[OT] Client display of languages (was: Re: What rules have been used...)

Kenneth Whistler kenw at sybase.com
Sat Dec 16 00:37:46 CET 2006


> > Most email clients have a user interface in a single language. That
> > would be the default language to use for IDN display. Some clients may
> > even allow the user to specify multiple languages, as browsers do.
> 
> I find it very convenient that my email client displays Russian spam in 
> Russian characters. I can instantly recognize that as Russian, and know 
> that the sender has no interest in communicating with me.

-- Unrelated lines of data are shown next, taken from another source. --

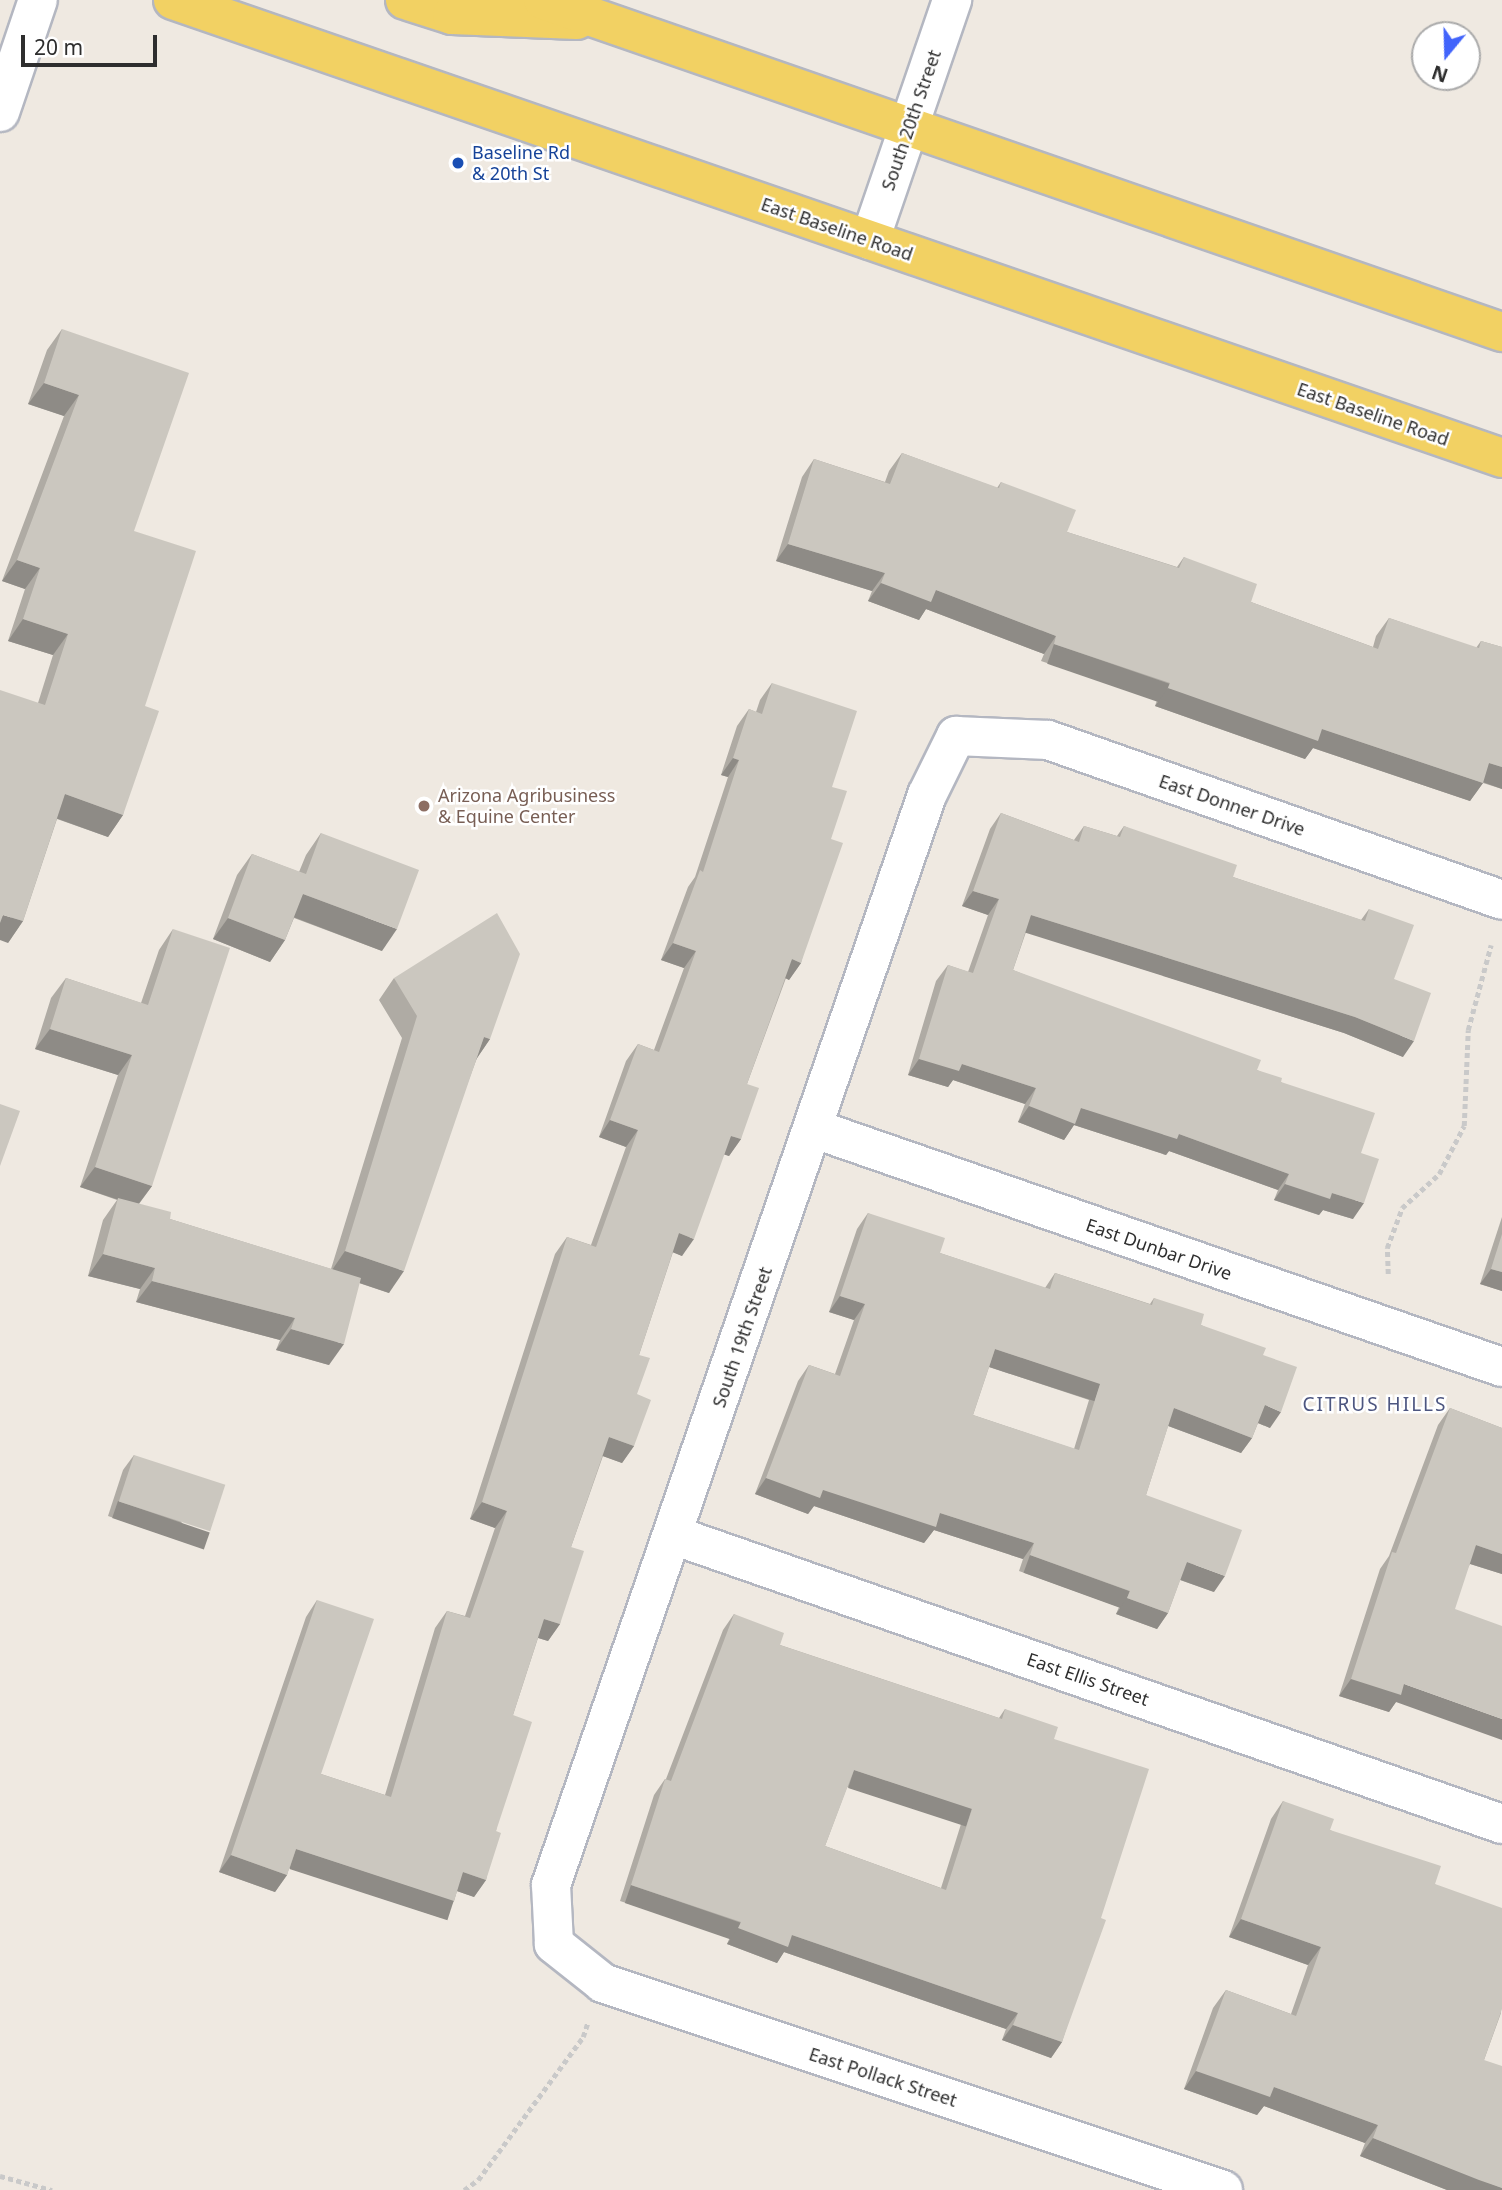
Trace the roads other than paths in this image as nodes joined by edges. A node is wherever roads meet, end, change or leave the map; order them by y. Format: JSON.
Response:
{"nodes":[{"id":1,"x":38,"y":0,"type":"edge"},
{"id":2,"x":173,"y":0,"type":"edge"},
{"id":3,"x":405,"y":0,"type":"edge"},
{"id":4,"x":543,"y":0,"type":"edge"},
{"id":5,"x":952,"y":0,"type":"edge"},
{"id":6,"x":607,"y":22,"type":"junction"},
{"id":7,"x":0,"y":112,"type":"edge"},
{"id":8,"x":908,"y":129,"type":"junction"},
{"id":9,"x":870,"y":240,"type":"junction"},
{"id":10,"x":1502,"y":332,"type":"edge"},
{"id":11,"x":1502,"y":458,"type":"edge"},
{"id":12,"x":956,"y":736,"type":"joint"},
{"id":13,"x":1502,"y":900,"type":"edge"},
{"id":14,"x":815,"y":1129,"type":"junction"},
{"id":15,"x":1502,"y":1367,"type":"edge"},
{"id":16,"x":673,"y":1535,"type":"junction"},
{"id":17,"x":1502,"y":1824,"type":"edge"},
{"id":18,"x":554,"y":1944,"type":"joint"},
{"id":19,"x":1223,"y":2190,"type":"edge"}],
"edges":[{"from":1,"to":7,"type":"street"},
{"from":2,"to":9,"type":"main road","name":"East Baseline Road"},
{"from":3,"to":6,"type":"main road"},
{"from":4,"to":6,"type":"main road"},
{"from":5,"to":8,"type":"street","name":"South 20th Street"},
{"from":6,"to":8,"type":"main road"},
{"from":8,"to":9,"type":"street","name":"South 20th Street"},
{"from":8,"to":10,"type":"main road"},
{"from":9,"to":11,"type":"main road","name":"East Baseline Road"},
{"from":12,"to":13,"type":"street","name":"East Donner Drive"},
{"from":12,"to":14,"type":"street","name":"South 19th Street"},
{"from":14,"to":15,"type":"street","name":"East Dunbar Drive"},
{"from":14,"to":16,"type":"street","name":"South 19th Street"},
{"from":16,"to":17,"type":"street","name":"East Ellis Street"},
{"from":16,"to":18,"type":"street","name":"South 19th Street"},
{"from":18,"to":19,"type":"street","name":"East Pollack Street"}]}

But do you mean as mojibake Russian (i.e. KOI-8 misinterpreted
and displayed as Latin-1 letters in your email client) or
actually as Russian?

It seems to me that in either case, if you don't read Russian,
you would immediately know that the sender has no interest
in communicating with you.

> 
> I prefer that form of display. I may not be the only one.

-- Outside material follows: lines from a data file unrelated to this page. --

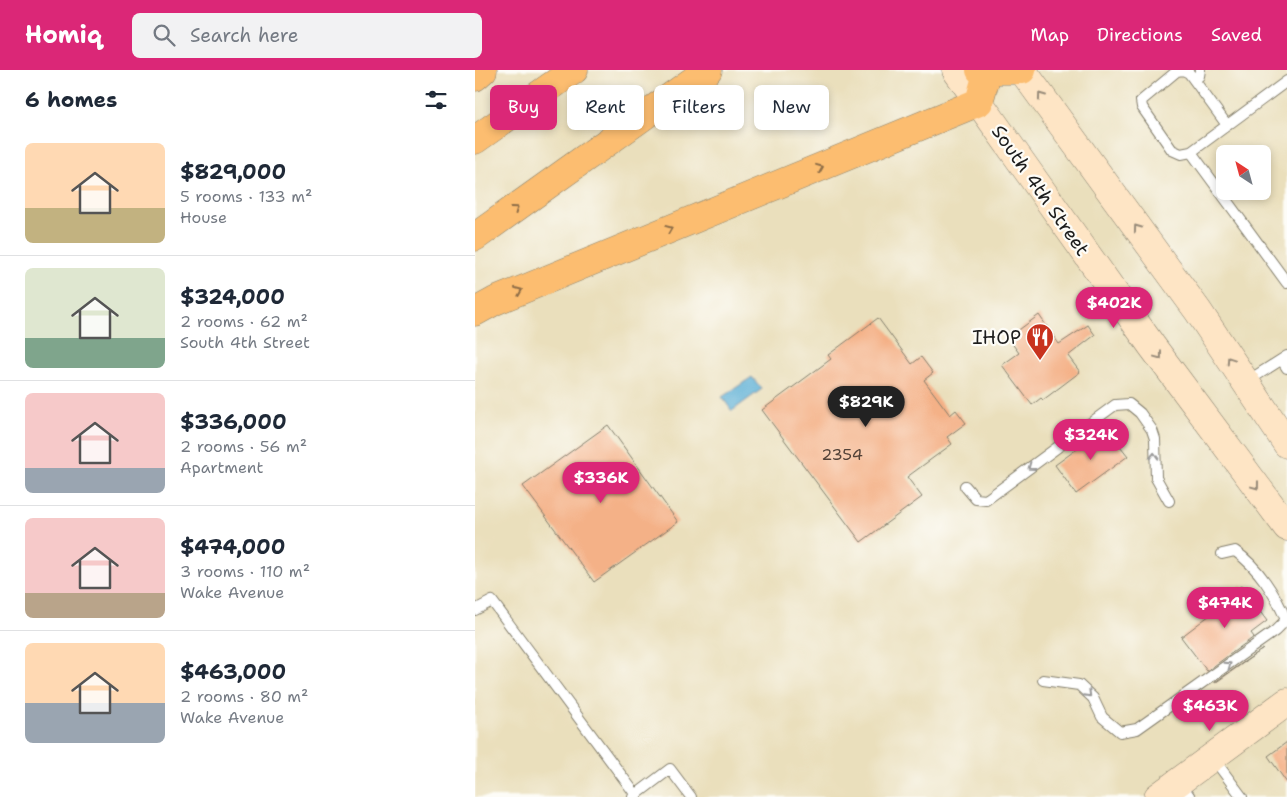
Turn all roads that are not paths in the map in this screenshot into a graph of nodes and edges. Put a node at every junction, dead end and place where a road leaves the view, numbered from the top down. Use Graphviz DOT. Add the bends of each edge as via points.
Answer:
graph roads {
  1 [pos="483,70"];
  2 [pos="574,70"];
  3 [pos="708,70"];
  4 [pos="956,70"];
  5 [pos="986,70"];
  6 [pos="1022,70"];
  7 [pos="1183,70"];
  8 [pos="1200,70"];
  9 [pos="475,77"];
  10 [pos="1194,80"];
  11 [pos="1287,81"];
  12 [pos="979,102"];
  13 [pos="1227,125"];
  14 [pos="475,140"];
  15 [pos="1191,152"];
  16 [pos="475,237"];
  17 [pos="1287,283"];
  18 [pos="475,312"];
  19 [pos="1285,361"];
  20 [pos="1245,382"];
  21 [pos="1287,444"];
  22 [pos="965,486"];
  23 [pos="1169,501"];
  24 [pos="1287,527"];
  25 [pos="1222,554"];
  26 [pos="475,610"];
  27 [pos="1043,680"];
  28 [pos="1287,702"];
  29 [pos="1212,757"];
  30 [pos="1185,789"];
  31 [pos="634,796"];
  32 [pos="691,797"];
  33 [pos="1158,797"];
  34 [pos="1242,797"];
  1 -- 9 [label="highway"];
  2 -- 14 [label="highway"];
  16 -- 3 [label="highway, one-way"];
  4 -- 12 [label="main road, South 4th Street"];
  5 -- 6 [label="highway"];
  5 -- 12 [label="highway"];
  20 -- 6 [label="main road, one-way"];
  7 -- 10 [label="lane"];
  7 -- 15 [label="lane" via="1177,71 1141,101 1172,150 1181,154"];
  8 -- 10 [label="lane"];
  10 -- 13 [label="lane"];
  11 -- 13 [label="lane"];
  18 -- 12 [label="highway, one-way"];
  12 -- 24 [label="main road, South 4th Street, one-way" via="1152,346"];
  13 -- 15 [label="lane"];
  15 -- 17 [label="lane"];
  19 -- 20 [label="lane"];
  20 -- 21 [label="main road"];
  23 -- 22 [label="lane, one-way" via="1155,478 1152,430 1129,404 1115,404 986,500 976,499"];
  27 -- 25 [label="lane, one-way" via="1079,685 1093,698 1102,717 1120,732 1137,729 1275,632 1286,620 1278,601 1247,560 1235,551"];
  26 -- 31 [label="lane" via="493,601"];
  28 -- 29 [label="main road"];
  29 -- 30 [label="main road"];
  29 -- 34 [label="lane"];
  30 -- 33 [label="main road"];
  31 -- 32 [label="lane" via="670,770"];
}
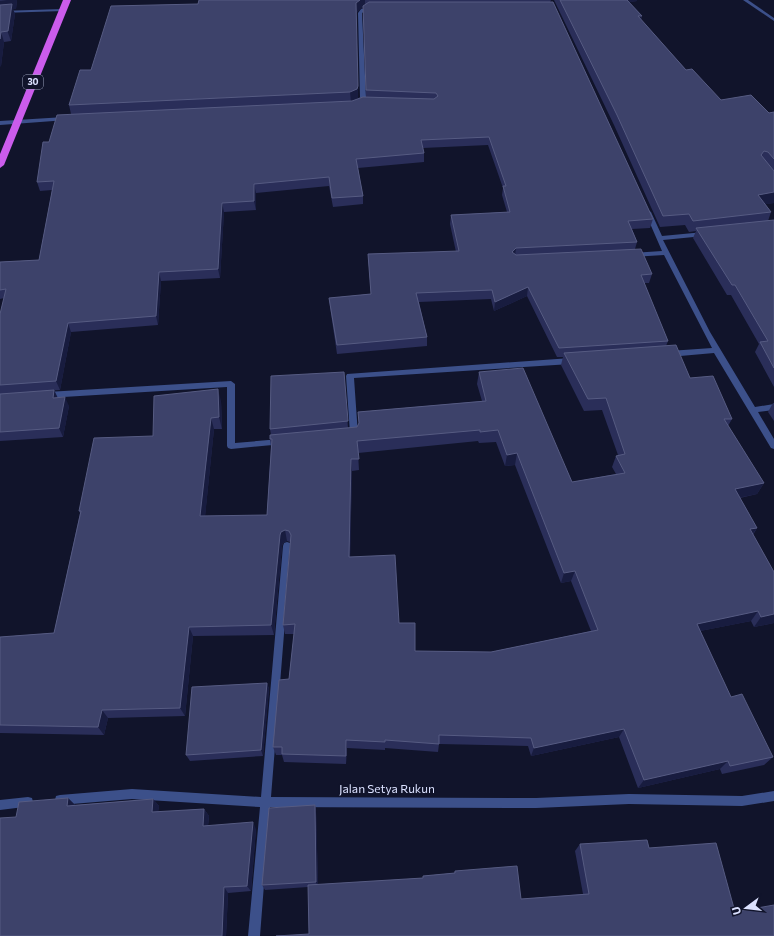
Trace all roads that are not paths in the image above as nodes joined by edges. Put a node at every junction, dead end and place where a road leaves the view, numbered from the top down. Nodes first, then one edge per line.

I certainly use the fact that my 8859-1 email client can't display
Russian or Chinese or Korean to make it easy to delete lots of
spam in a hurry that makes it through corporate filters. But
now I've started getting lots of Turkish spam as well, and
that arrives almost legible, even though I don't read Turkish.
Ah well. ;-)

--Ken

P.S. I *do* read Chinese, but I'm pretty sure that some fluid
engineering firm in Shanghai doesn't *really* want to communicate
with me -- they just want lots of people to buy their services.